Um um uh mmmmmmm boring. I can hope on one foot. Watch mom...
Oh, Dawn, that's a good one! I like this idea. I don't have a teenager, so maybe I can "lay away" some of my 5-year-old's words til later.
Oh I want one! Sign me up!
http://www.youtube.com/watch?v=hkUQYA5u9uI
Sounds like a normal teenager!
Hi Dawn!
I like the idea of your invention. However, there may need to be some necessary modifications. For example, a husband who can hear actual words said to him (which he claims he can't hear) and words he can hear said under the wife's breath (which he claims he can hear).
Amazing how that selective hearing thing works. Good thing I love him.
Sandy in Tucson
love it!!
I'd totally buy one!!
Since my oldest is 14 and my youngest is 4, I think I would be first in line to buy one of these! Next I think you need to invent something that slows a door right before it slams shut.
Yes please!! Can I place my order now?? :)
Sign me up! I'll definitely take one of those.
roflol!
Oh my goodness! I'm laughing so hard my cheeks hurt!
This is great! Except at my house it is more than one kid saying MOM at the same time! I have 3 little ones all wanting to tell/show me something at the same time right when we walk in the door from being at work/daycare all day!!
Fantastic invention! May I pre-order one or three? Can I have them before Christmas? LOL!!!
I think you are definitely on to something there! :) Good luck!
You totally have to google "Stewie bothers Lois" or "Stewie mommy". It's a 30 second clip from Family Guy (I'm sorry, but I have watched show and it's just downright funny that the baby Stewie is always plotting to kill his mother)...I promise if you haven't seen this one clip, it is worth everything. :)
Amen, sister!!
Haha, great invention. =D =D
Also having a teenager and a preschooler, I feel your pain.
In fact, because my children grew out of naps very young, I instituted "Quiet Time" for two hours a day just so I could escape being attacked by the preschool wall of words.
I'll take one as well!!!
LOL My oldest is 10 and my youngest is 1.. * I'm a Mommy of 5.1/2 lol...(I've learned not to applaud walking and talking...matter of fact I think they all just TALK TOO MUCH! lol.

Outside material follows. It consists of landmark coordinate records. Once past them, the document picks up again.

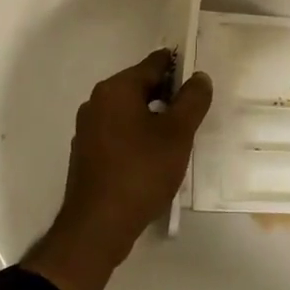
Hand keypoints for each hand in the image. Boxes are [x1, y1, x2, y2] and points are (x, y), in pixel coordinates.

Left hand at [25, 50, 212, 289]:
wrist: (97, 226)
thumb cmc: (140, 172)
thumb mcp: (177, 134)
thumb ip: (192, 101)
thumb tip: (199, 77)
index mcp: (116, 89)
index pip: (154, 63)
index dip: (180, 68)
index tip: (201, 80)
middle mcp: (97, 102)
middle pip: (140, 86)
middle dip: (168, 95)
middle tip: (196, 111)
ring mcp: (88, 128)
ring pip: (129, 111)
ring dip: (154, 118)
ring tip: (180, 136)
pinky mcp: (87, 153)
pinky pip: (119, 133)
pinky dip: (138, 136)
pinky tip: (155, 157)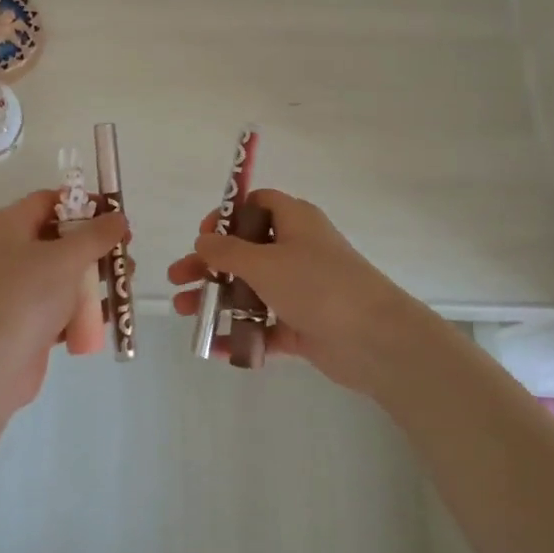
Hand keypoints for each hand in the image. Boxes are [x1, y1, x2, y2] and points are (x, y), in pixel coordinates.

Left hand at [0, 191, 128, 407]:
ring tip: (126, 282)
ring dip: (96, 276)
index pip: (49, 201)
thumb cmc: (27, 296)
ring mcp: (19, 288)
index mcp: (10, 226)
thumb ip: (97, 234)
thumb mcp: (67, 257)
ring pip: (65, 273)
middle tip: (126, 251)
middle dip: (96, 244)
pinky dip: (85, 307)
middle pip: (60, 237)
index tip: (114, 215)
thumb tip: (118, 218)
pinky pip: (63, 305)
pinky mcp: (29, 320)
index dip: (82, 203)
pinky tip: (111, 311)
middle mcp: (10, 252)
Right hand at [167, 189, 425, 394]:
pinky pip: (265, 327)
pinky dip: (241, 334)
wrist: (375, 340)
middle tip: (178, 277)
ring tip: (185, 312)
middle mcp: (298, 251)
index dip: (228, 216)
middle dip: (209, 264)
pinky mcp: (304, 326)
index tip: (203, 235)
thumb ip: (228, 252)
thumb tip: (203, 239)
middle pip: (246, 251)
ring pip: (251, 290)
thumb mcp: (265, 262)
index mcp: (295, 222)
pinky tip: (213, 347)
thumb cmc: (318, 285)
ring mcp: (301, 290)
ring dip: (217, 299)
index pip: (257, 205)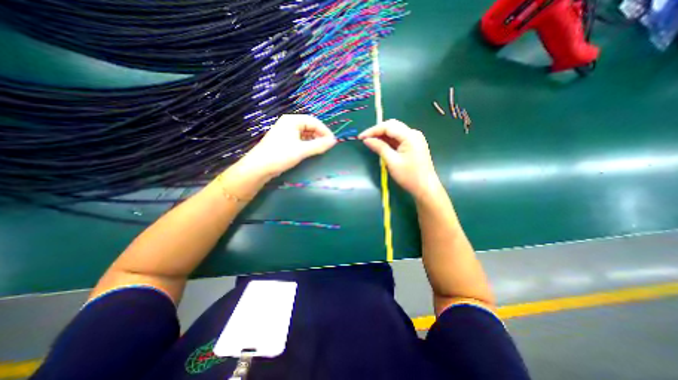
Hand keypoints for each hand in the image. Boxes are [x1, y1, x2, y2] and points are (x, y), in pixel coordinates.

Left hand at [236, 114, 335, 179]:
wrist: (259, 167)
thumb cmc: (280, 155)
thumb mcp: (302, 150)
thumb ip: (319, 145)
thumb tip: (334, 141)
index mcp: (292, 120)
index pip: (314, 121)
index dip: (324, 131)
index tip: (333, 141)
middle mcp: (289, 123)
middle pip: (309, 126)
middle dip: (319, 135)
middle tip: (327, 146)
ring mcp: (286, 132)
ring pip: (305, 133)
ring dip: (314, 140)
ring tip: (321, 149)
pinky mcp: (284, 141)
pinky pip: (300, 139)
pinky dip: (307, 144)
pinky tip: (311, 150)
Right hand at [360, 119, 445, 202]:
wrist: (425, 188)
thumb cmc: (409, 176)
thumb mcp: (392, 162)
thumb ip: (379, 148)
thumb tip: (366, 140)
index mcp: (410, 136)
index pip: (388, 126)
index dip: (373, 130)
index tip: (361, 137)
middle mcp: (413, 133)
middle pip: (392, 126)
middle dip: (377, 131)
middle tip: (364, 139)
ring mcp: (414, 139)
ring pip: (395, 132)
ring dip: (382, 136)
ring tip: (370, 142)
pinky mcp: (413, 145)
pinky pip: (398, 139)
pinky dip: (388, 141)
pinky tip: (380, 145)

So if the day comes, one of them sit down and doesn't talk for a while, I may be happy ;D Point is, as a Mother I so totally LOVE your BLOG!
When you get this produced, please let me know. I have a 14 year old and a 4 year old.
I had conversations with both of them today that were nearly identical to the ones you just described. (Except the 4 year likes to show me how well he can count to 100. Repeatedly)
Dawn, we really need to work on making this a reality...
Ooh, love it! Since I am another of those strange moms with a kindergartener and a high schooler simultaneously, I feel just the same way!
You're a genius! lol
Brill i want one too
I get just the same answer from my newly teenage boy except I get "Cool!" for my answer to my question. I know that the boys can talk.